Molti racconti e leggende popolari hanno voluto mostrare la grande potenza dell’Arcangelo. Uno dei più toccanti di questi racconti semplici è forse questo: della povera gente andava in pellegrinaggio, il padre, la madre ed i loro bambini; essi seguivano attraverso la baia una stretta pista in cui la sabbia era solida, ma tutta quella sabbia, specchiante sotto il sole, bruciava loro gli occhi, ed essi persero poco a poco la loro via. Improvvisamente, essi sentirono affondarsi. La sabbia li aspirava lentamente, ma inevitabilmente. Atterriti, essi camminarono a caso senza ritrovare il terreno solido. Al contrario, ogni passo scavava maggiormente la sabbia e nessuno nei dintorni per giungere in loro aiuto! Nient’altro che la sabbia, il vuoto mare e così lontana l’aerea cappella sul suo piedistallo di roccia, il dominio dell’Arcangelo che essi non avrebbero mai raggiunto.

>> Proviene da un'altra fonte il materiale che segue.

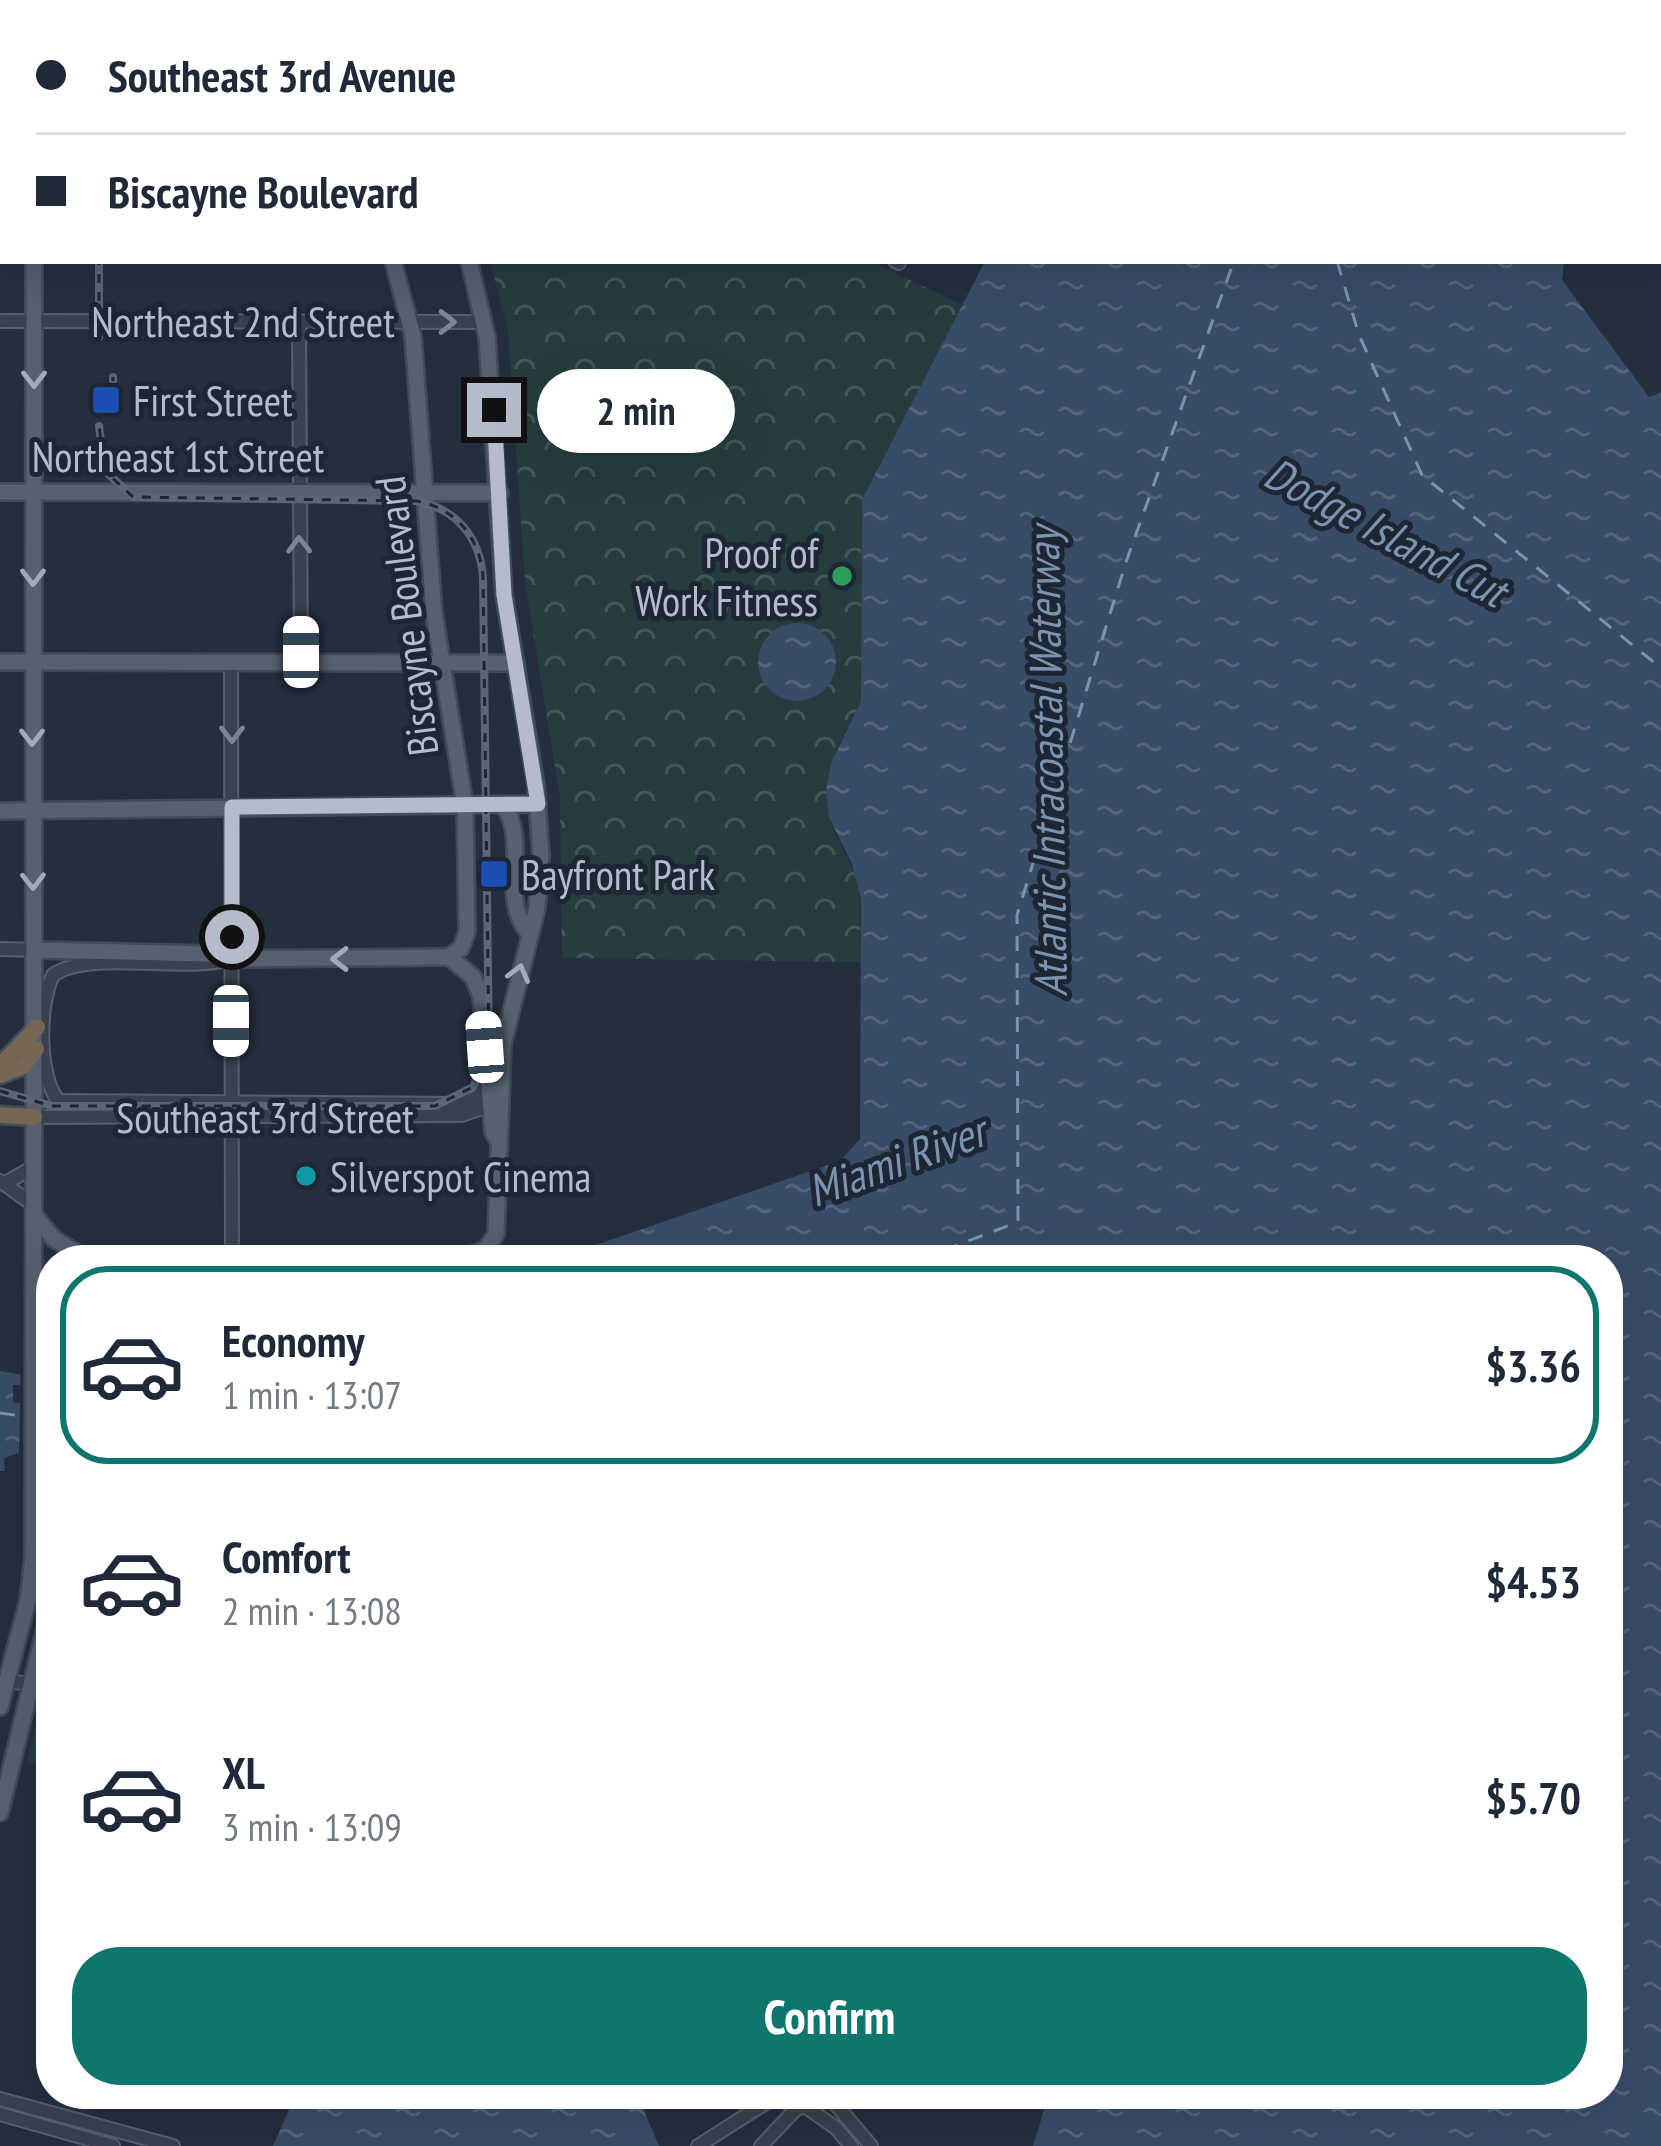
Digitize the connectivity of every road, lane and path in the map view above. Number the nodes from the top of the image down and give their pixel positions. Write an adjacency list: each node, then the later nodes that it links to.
1 (34, 264): 5 (main road)
2 (394, 264): 7 (main road, Biscayne Boulevard)
3 (470, 264): 8 (main road)
4 (0, 321): 5 (street, Northeast 2nd Street)
5 (34, 321): 6 (street, Northeast 2nd Street); 12 (main road, one-way to 12)
6 (299, 321): 7 (street, Northeast 2nd Street); 9 (street)
7 (410, 322): 8 (street, Northeast 2nd Street, one-way to 8); 10 (main road, Biscayne Boulevard)
8 (485, 322): 13 (main road)
9 (298, 491): 10 (main road, Northeast 1st Street); 12 (main road, Northeast 1st Street); 17 (street, one-way to 9)
10 (426, 491): 13 (main road, Northeast 1st Street); 18 (main road, Biscayne Boulevard)
11 (0, 492): 12 (main road, Northeast 1st Street)
12 (33, 492): 15 (main road, one-way to 15)
13 (500, 493): 19 (main road)
14 (0, 662): 15 (main road)
15 (32, 662): 16 (main road); 25 (main road, one-way to 25)
16 (231, 662): 17 (main road); 23 (street, one-way to 23)
17 (301, 662): 18 (main road)
18 (441, 662): 19 (main road); 21 (main road, Biscayne Boulevard)
19 (516, 663): 20 (main road)
20 (538, 804): 22 (main road); 26 (main road)
21 (465, 806): 22 (main road); 23 (main road); 29 (main road, Biscayne Boulevard)
22 (504, 806): 26 (main road)
23 (232, 807): 25 (main road); 30 (street)
24 (0, 812): 25 (main road)
25 (32, 812): 28 (main road, one-way to 28)
26 (530, 934): 33 (main road, one-way to 26)
27 (0, 949): 28 (street)
28 (37, 950): 30 (main road); 31 (main road)
29 (449, 957): 30 (main road, one-way to 30); 37 (main road)
30 (231, 959): 34 (street); 39 (street)
31 (37, 1028): 32 (main road); 35 (highway)
32 (36, 1049): 35 (highway); 36 (main road)
33 (502, 1064): 37 (main road); 44 (main road)
34 (45, 1066): 36 (street); 38 (street)
35 (0, 1070)
36 (34, 1086): 41 (main road)
37 (489, 1088): 39 (street, Southeast 3rd Street); 43 (street, Southeast 3rd Street); 44 (main road)
38 (58, 1100): 39 (street, Southeast 3rd Street); 42 (street)
39 (232, 1102): 43 (street)
40 (0, 1115): 41 (highway)
41 (34, 1117): 42 (street, Southeast 3rd Street); 45 (main road)
42 (71, 1118): 43 (street, Southeast 3rd Street)
43 (232, 1118): 50 (street)
44 (499, 1143): 51 (main road)
45 (35, 1166): 46 (street); 47 (main road)
46 (2, 1182): 47 (street)
47 (34, 1210): 48 (main road); 49 (main road)
48 (37, 1245)
49 (60, 1245)
50 (232, 1245)
51 (488, 1245)
52 (36, 1467): 54 (main road)
53 (36, 1664): 55 (main road)
54 (3, 1681): 55 (street); 57 (main road)
55 (30, 1688): 56 (street); 58 (main road)
56 (36, 1688)
57 (0, 1706)
58 (0, 1813)
59 (0, 2099): 65 (street)
60 (757, 2109): 66 (street)
61 (800, 2109): 69 (street)
62 (803, 2109): 70 (street)
63 (840, 2109): 71 (street)
64 (0, 2114): 65 (street)
65 (106, 2141): 67 (street)
66 (712, 2141): 68 (street)
67 (173, 2146)
68 (698, 2146)
69 (760, 2146)
70 (851, 2146)
71 (871, 2146)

Il padre volle salvare sua moglie ed il bambino ed ordinò alla giovane madre, malgrado le sue proteste, di salire sulle sue spalle per avere più tempo. Dei pellegrini sarebbero giunti senza dubbio e avrebbero salvato forse il bambino e sua madre. Ella obbedì, con la morte nell’anima, e la sabbia inghiottì l’uomo a poco a poco. Ma quel sacrifico non bastò, la giovane mamma si vide a sua volta perduta; ella pose il piccolino sulle sue spalle e raccomandò la sua anima a Dio, invocando la Santa Vergine e san Michele. Non vi era più che il bambino sulla superficie della sabbia. Appena sapeva parlare, ed egli ripeteva le ultime parole di sua madre, Santa Vergine, san Michele… Allora l’Arcangelo discese dal cielo, prese il bambino, lo estrasse dalla sabbia: allo stesso tempo apparvero, come anelli d’una stessa catena d’amore, i genitori che, essendosi sacrificati per quel bambino, erano salvati dalla sua innocente preghiera.
Si amava così, nelle veglie dell’inverno, narrare la storia di un vecchio avaro di nome Martino Hapart, un usuraio, un uomo che prestava denaro a povera gente ed esigendo un eccessivo interesse.
Ma nessuna vita è interamente cattiva. Un giorno, questo avaro aveva dato un soldo a san Michele, su istanza di sua moglie che era una pia pellegrina del Monte. Questa magra elemosina – e soprattutto, senza dubbio, le preghiere di sua moglie – permisero all’Arcangelo di togliere Martino dall’inferno.
Tutte queste tradizioni, tutti questi pii racconti ci insegnano in quale considerazione era tenuto il santuario di Monte San Michele in Pericolo di Mare. I pellegrini (re, nobili, prelati, o povera gente, sarebbe impossibile enumerare qui tutti i personaggi celebri che vi si recarono) si pressavano da tutte le vie. Li si nominava familiarmente “i micheletti”.
Vi fu anche, nel XIV secolo, una strana e folle avventura che si ripeté cent’anni più tardi. Ma erano veramente ispirati dal cielo, quei fanciulli che, sia in Francia, sia in Germania, credettero che una voce li chiamava e lasciarono la loro famiglia per andarsene in bande, mendicando il pane, a Monte San Michele? Siccome essi erano, per la maggior parte, pastorelli, custodi di vacche, li si chiamarono “i Pascorelli”.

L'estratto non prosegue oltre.